Syaikh Al-Mufid adalah sosok yang sangat dihormati dalam mazhab Syiah, karena beliau bukan hanya seorang ahli dalam bidang teologi, tetapi juga seorang pemikir yang berani menghadapi perdebatan intelektual dengan kelompok-kelompok lain pada zamannya. Karya-karya beliau, termasuk Al-Amali, memiliki pengaruh besar dalam pengembangan pemikiran Syiah.
9. Al-Ghaybah
Kitab Al-Ghaybah adalah salah satu karya terpenting dalam bidang hadis eskatologi yang disusun oleh Syaikh Al-Nu’mani (wafat sekitar abad ke-10 M). Nama lengkapnya adalah Abu Abdillah Muhammad bin Ibrahim Al-Nu’mani, dan beliau dikenal sebagai salah satu murid dari Syaikh Al-Kulaini.
Kitab Al-Ghaybah membahas secara rinci tentang konsep keghaiban Imam Mahdi, Imam ke-12 dalam mazhab Syiah, yang dipercaya sedang berada dalam keadaan ghaib hingga waktunya untuk muncul kembali sebagai juru selamat. Kitab ini berisi hadis-hadis yang berkaitan dengan tanda-tanda kemunculan Imam Mahdi, peran beliau dalam menegakkan keadilan, serta bagaimana umat Syiah harus berpegang teguh pada ajaran Islam selama masa keghaiban tersebut.
Al-Ghaybah adalah referensi penting bagi mereka yang mempelajari eskatologi dan keyakinan tentang Imam Mahdi dalam tradisi Syiah. Kitab ini juga memberikan wawasan tentang bagaimana keimanan kepada Imam Mahdi menjadi salah satu pilar keagamaan dalam mazhab Syiah.
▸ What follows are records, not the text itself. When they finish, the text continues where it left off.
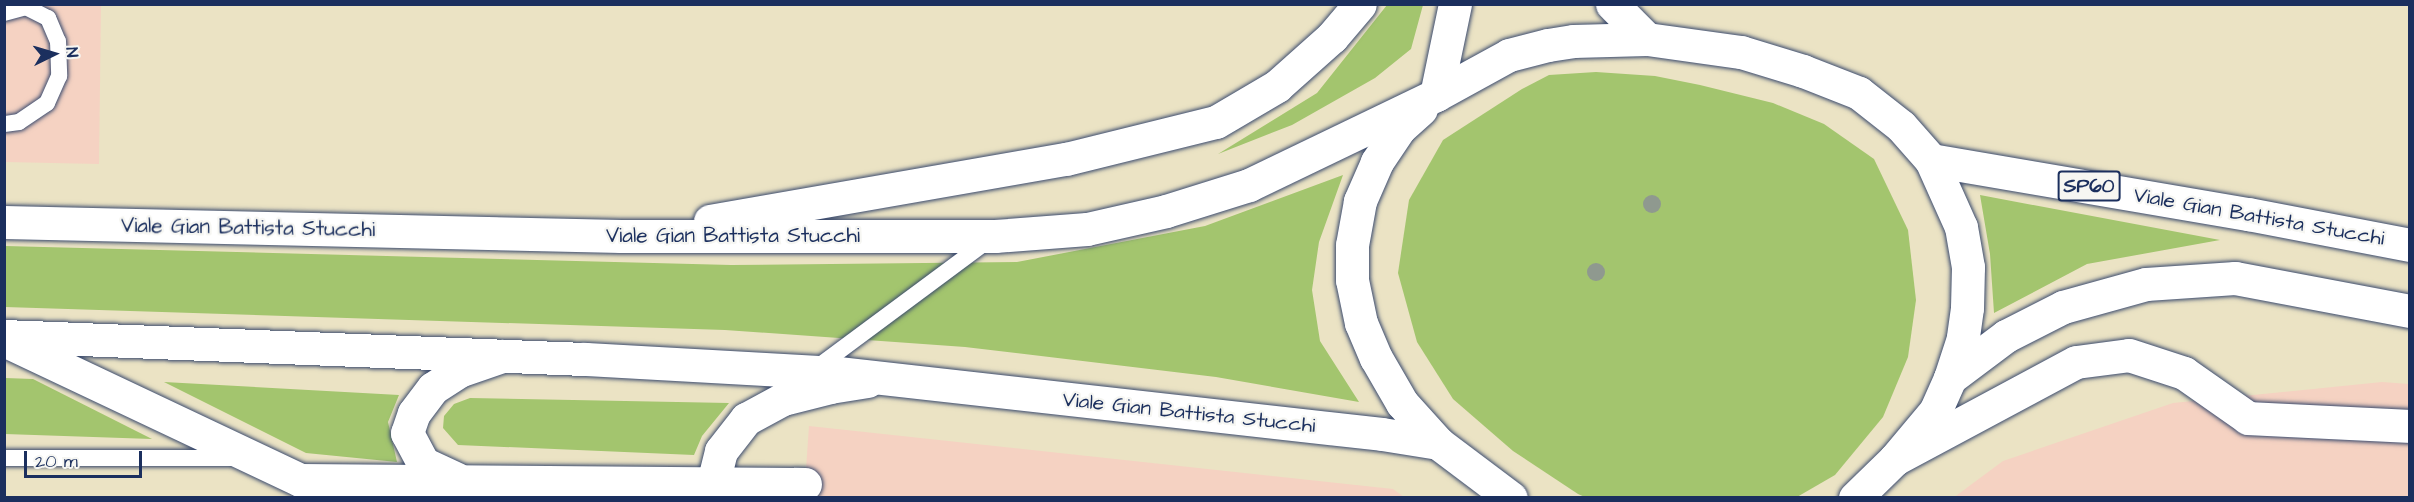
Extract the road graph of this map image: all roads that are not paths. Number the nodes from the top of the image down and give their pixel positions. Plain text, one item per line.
1 (1360, 4) edge
2 (1455, 4) edge
3 (1612, 4) edge
4 (4, 13) edge
5 (1647, 39) junction
6 (1436, 95) junction
7 (4, 124) edge
8 (1931, 160) junction
9 (4, 222) edge
10 (621, 236) junction
11 (995, 236) junction
12 (2409, 245) edge
13 (2409, 311) edge
14 (4, 338) edge
15 (503, 356) junction
16 (811, 372) junction
17 (1950, 378) junction
18 (881, 380) junction
19 (2409, 426) edge
20 (1438, 443) junction
21 (4, 458) edge
22 (254, 458) junction
23 (1895, 459) junction
24 (461, 481) junction
25 (805, 484) dead end
26 (585, 490) edge
27 (713, 490) edge
28 (1511, 498) edge
29 (1855, 498) edge

1 - 10 main road
2 - 6 main road
3 - 5 main road
4 - 7 lane
5 - 6 main road, Viale Gian Battista Stucchi
5 - 8 main road, Viale Gian Battista Stucchi
6 - 11 main road, Viale Gian Battista Stucchi
6 - 20 main road, Viale Gian Battista Stucchi
8 - 12 main road, Viale Gian Battista Stucchi / SP60
8 - 17 main road, Viale Gian Battista Stucchi
9 - 10 main road, Viale Gian Battista Stucchi
10 - 11 main road, Viale Gian Battista Stucchi
11 - 16 lane
13 - 17 main road, Viale Gian Battista Stucchi
14 - 15 main road, Viale Gian Battista Stucchi
14 - 22 main road
15 - 16 main road, Viale Gian Battista Stucchi
15 - 24 main road
16 - 18 main road, Viale Gian Battista Stucchi
17 - 23 main road, Viale Gian Battista Stucchi
18 - 20 main road, Viale Gian Battista Stucchi
18 - 27 main road
19 - 23 main road
20 - 28 main road, Viale Gian Battista Stucchi
21 - 22 lane
22 - 24 main road
23 - 29 main road, Viale Gian Battista Stucchi
24 - 26 main road
25 - 27 main road
26 - 27 main road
Kitab-kitab hadis ini merupakan warisan intelektual yang sangat berharga dalam tradisi mazhab Syiah. Setiap kitab memiliki karakteristik dan fokus yang berbeda, namun semuanya bersatu dalam satu tujuan: menjaga, menyebarkan, dan memperjelas ajaran Islam yang murni melalui riwayat-riwayat Nabi Muhammad SAW dan para Imam Ahlulbait. Para ulama yang menyusun kitab-kitab ini telah mengabdikan hidup mereka untuk meneliti dan menyaring hadis-hadis yang dapat menjadi petunjuk bagi umat dalam menjalani kehidupan sesuai dengan ajaran Allah SWT.
Dengan mempelajari dan memahami kitab-kitab ini, kita tidak hanya mendapatkan ilmu, tetapi juga dapat merasakan hikmah dan kedalaman spiritual yang diwariskan oleh Rasulullah dan Ahlulbaitnya. Kitab-kitab ini menjadi cermin bagi umat untuk menelusuri jejak-jejak kebenaran dan mencari ketenangan dalam bimbingan ilahi. Semoga kita semua diberi hidayah untuk terus menimba ilmu dari sumber-sumber yang otentik dan mendekatkan diri kepada Allah SWT.